As both brands work with their local issues to support working parents, their approach is slightly different. At JuggleHUB, the founders Katja and Silvia recently launched a Parentpreneurs network to support parents in starting their own businesses, offering them the opportunity to join an incubator in partnership with Google for Startups and other coworking spaces with childcare facilities based in Berlin. 

In London, Cuckooz Nest took on the mission of supporting larger companies in putting child care to their agendas and make it a differentiating factor in their recruitment and talent retention strategy. How? They launched a consultancy service which offers support in planning, insurance, fit out, hiring process, obtaining the OFSTED certification (required to run a childcare facility in the UK) and technological support. 

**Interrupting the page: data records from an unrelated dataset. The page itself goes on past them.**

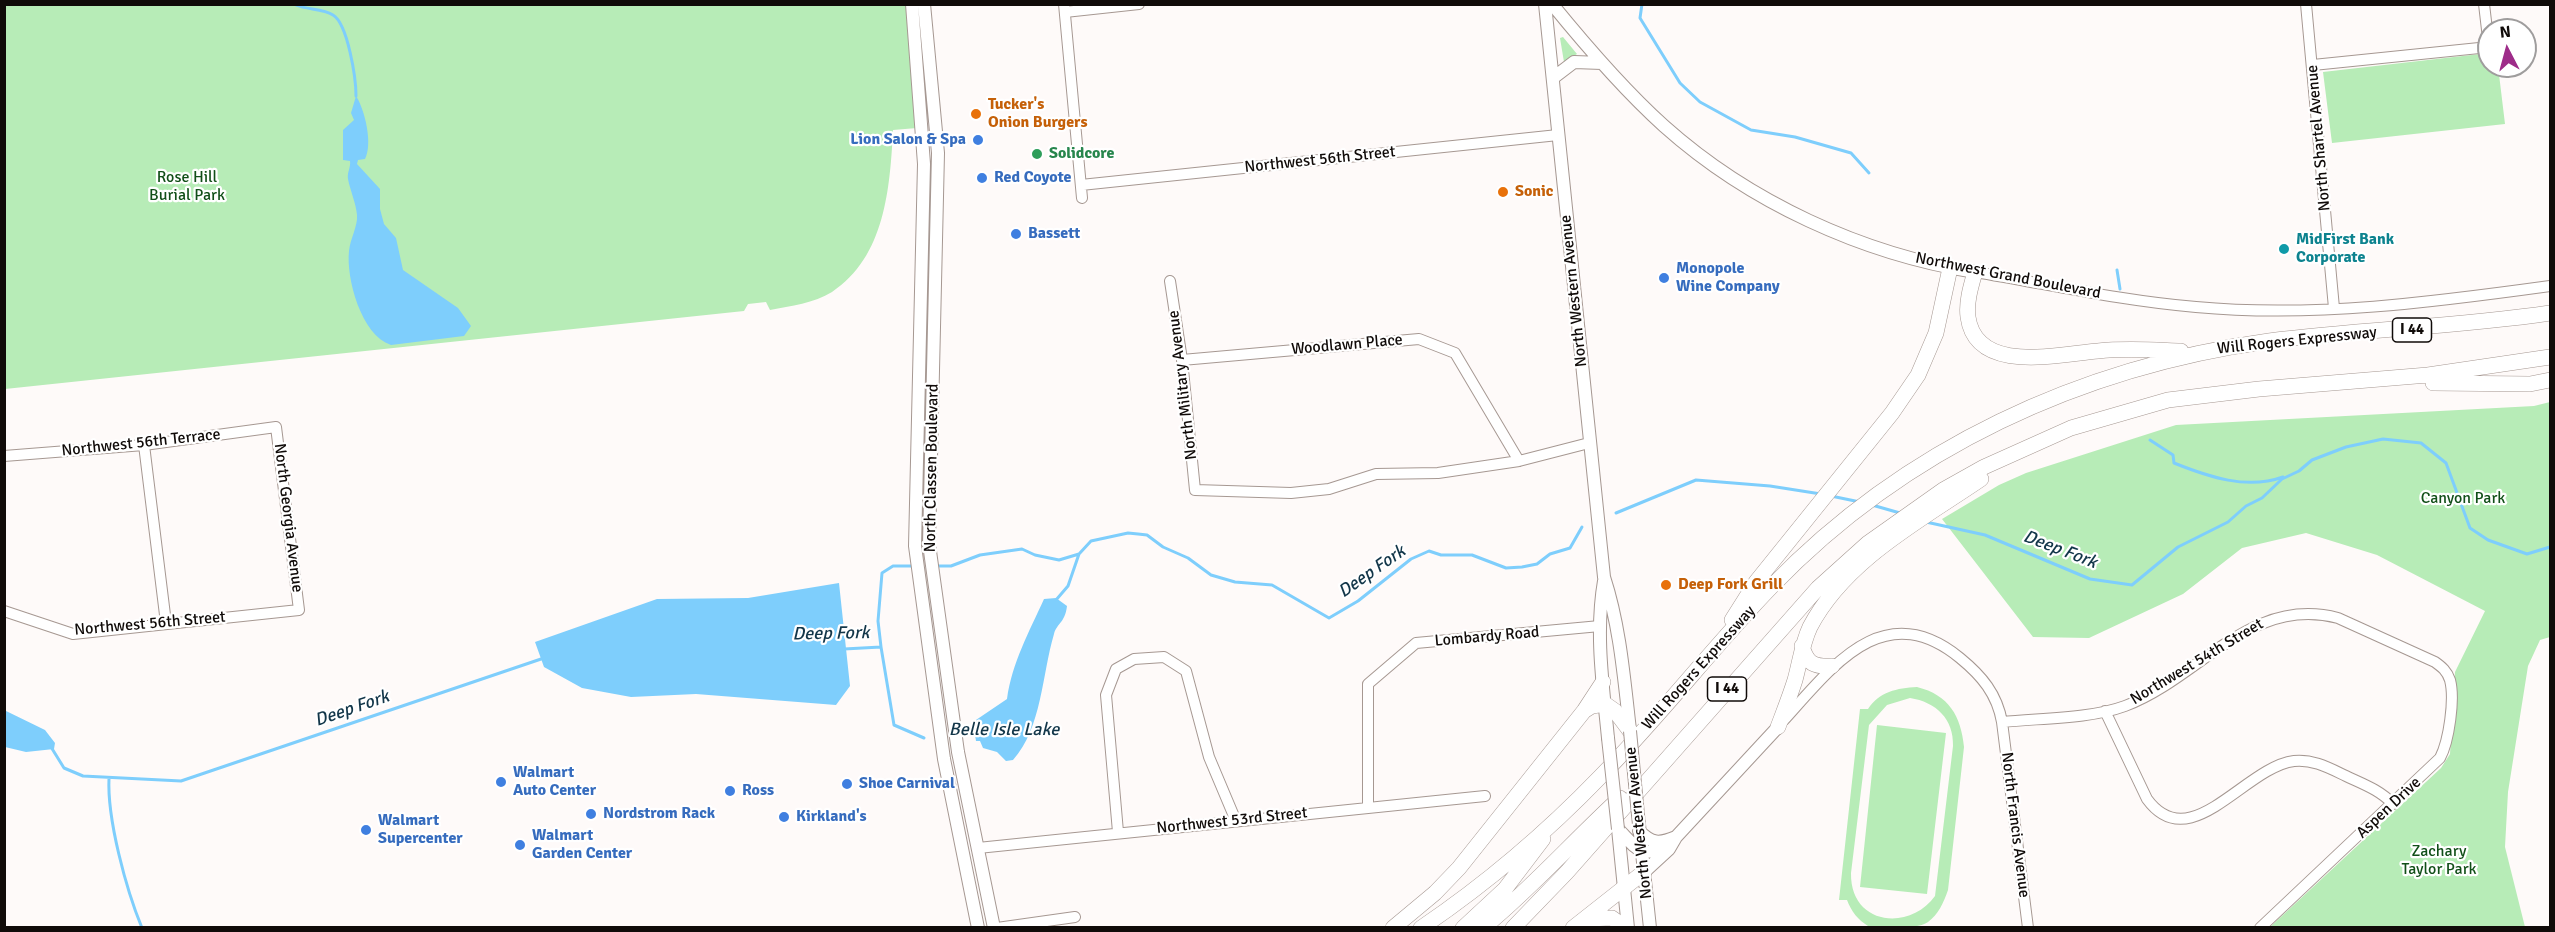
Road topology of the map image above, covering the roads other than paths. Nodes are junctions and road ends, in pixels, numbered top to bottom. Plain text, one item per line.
1 (912, 4) edge
2 (924, 4) edge
3 (1139, 4) edge
4 (1545, 4) edge
5 (1552, 4) edge
6 (2306, 4) edge
7 (1064, 8) edge
8 (2477, 48) edge
9 (1602, 63) junction
10 (2313, 65) junction
11 (1552, 78) junction
12 (1558, 135) junction
13 (1081, 186) junction
14 (1082, 198) dead end
15 (938, 231) junction
16 (924, 232) junction
17 (1950, 268) junction
18 (1975, 272) junction
19 (1170, 281) dead end
20 (2550, 286) edge
21 (2334, 308) junction
22 (2550, 313) edge
23 (2205, 352) junction
24 (2550, 357) edge
25 (1182, 360) junction
26 (2550, 380) edge
27 (2340, 382) junction
28 (918, 388) junction
29 (933, 389) junction
30 (276, 427) joint
31 (1589, 443) junction
32 (144, 445) junction
33 (4, 456) edge
34 (1519, 461) junction
35 (915, 479) junction
36 (929, 479) junction
37 (1872, 548) junction
38 (1604, 577) junction
39 (299, 610) joint
40 (4, 611) edge
41 (166, 623) junction
42 (1600, 626) junction
43 (1802, 646) junction
44 (1709, 656) junction
45 (2435, 662) joint
46 (1832, 666) junction
47 (1603, 682) junction
48 (1605, 704) junction
49 (1584, 711) junction
50 (2105, 711) junction
51 (2002, 722) junction
52 (1627, 723) junction
53 (1778, 727) junction
54 (1674, 750) junction
55 (1485, 796) dead end
56 (968, 799) junction
57 (952, 802) junction
58 (2393, 804) junction
59 (1368, 808) junction
60 (1561, 816) junction
61 (1236, 821) junction
62 (1639, 831) junction
63 (1118, 832) junction
64 (1620, 833) junction
65 (1676, 837) junction
66 (978, 848) junction
67 (1669, 849) junction
68 (1641, 852) junction
69 (1644, 872) junction
70 (1624, 888) junction
71 (1075, 917) dead end
72 (1578, 923) edge
73 (978, 927) edge
74 (995, 927) edge
75 (1393, 927) edge
76 (1421, 927) edge
77 (1463, 927) edge
78 (1483, 927) edge
79 (1513, 927) edge
80 (1627, 927) edge
81 (1650, 927) edge
82 (2028, 927) edge
83 (2260, 927) edge

1 - 16 main road, North Classen Boulevard
2 - 15 main road, North Classen Boulevard
3 - 7 street
4 - 11 main road, North Western Avenue
5 - 9 main road, Northwest Grand Boulevard
6 - 10 street, North Shartel Avenue
7 - 13 street
8 - 10 street
9 - 11 main road
9 - 17 main road, Northwest Grand Boulevard
10 - 21 street, North Shartel Avenue
11 - 12 main road, North Western Avenue
12 - 13 street, Northwest 56th Street
12 - 31 main road, North Western Avenue
13 - 14 street
15 - 16 main road
15 - 29 main road, North Classen Boulevard
16 - 28 main road, North Classen Boulevard
17 - 18 main road, Northwest Grand Boulevard
17 - 44 highway
18 - 21 street, Northwest Grand Boulevard
18 - 23 highway
19 - 25 street, North Military Avenue
20 - 21 street, Northwest Grand Boulevard
22 - 23 highway, Will Rogers Expressway / I 44
23 - 44 highway, Will Rogers Expressway / I 44
24 - 27 highway, I 44
25 - 34 street, Woodlawn Place
25 - 34 street, North Military Avenue
26 - 27 highway
27 - 37 highway, I 44
28 - 29 main road
28 - 35 main road, North Classen Boulevard
29 - 36 main road, North Classen Boulevard
30 - 32 street, Northwest 56th Terrace
30 - 39 street, North Georgia Avenue
31 - 34 street
31 - 38 main road, North Western Avenue
32 - 33 street, Northwest 56th Terrace
32 - 41 street
35 - 36 main road
35 - 57 main road, North Classen Boulevard
36 - 56 main road, North Classen Boulevard
37 - 43 highway
37 - 54 highway, I 44
38 - 42 main road, North Western Avenue
38 - 52 main road, North Western Avenue
39 - 41 street, Northwest 56th Street
40 - 41 street, Northwest 56th Street
42 - 47 main road, North Western Avenue
42 - 59 street, Lombardy Road
43 - 46 highway
43 - 53 highway
44 - 60 highway, Will Rogers Expressway / I 44
45 - 50 street, Northwest 54th Street
45 - 58 street, Aspen Drive
46 - 51 street
46 - 53 street
47 - 48 main road, North Western Avenue
47 - 49 highway
48 - 49 highway
48 - 52 highway
48 - 64 main road, North Western Avenue, bridge
49 - 75 highway
50 - 51 street, Northwest 54th Street
50 - 58 street
51 - 82 street, North Francis Avenue
52 - 62 main road, North Western Avenue, bridge
53 - 65 main road
54 - 78 highway
54 - 79 highway, I 44
55 - 59 street, Northwest 53rd Street
56 - 57 main road
56 - 66 main road, North Classen Boulevard
57 - 73 main road, North Classen Boulevard
58 - 83 street, Aspen Drive
59 - 61 street, Northwest 53rd Street
60 - 76 highway, Will Rogers Expressway / I 44
60 - 77 highway
61 - 63 street, Northwest 53rd Street
61 - 63 street
62 - 65 main road
62 - 68 main road, North Western Avenue
63 - 66 street, Northwest 53rd Street
64 - 68 main road
64 - 70 main road, North Western Avenue
65 - 67 main road
66 - 74 main road, North Classen Boulevard
67 - 68 main road
67 - 69 main road
68 - 69 main road, North Western Avenue
69 - 70 highway
69 - 81 main road, North Western Avenue
70 - 72 highway
70 - 80 main road, North Western Avenue
71 - 74 street
72 - 80 highway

While the list could go on and on in comparing London vs Berlin coworking scene, a good conclusion is that each workspace is inherently different. Due to their human nature, each and every space offers a different experience, which is also influenced by the local culture and habits. As Pauline concludes: Coworking is the same dish everyone cooks differently. Some might add more salt to it, and other more chili. It’s coworking in the end, but in your own sauce.

If you are interested in discovering more coworking stories, make your way on “Around The World in 250 Coworking Spaces” website to check out the full project. 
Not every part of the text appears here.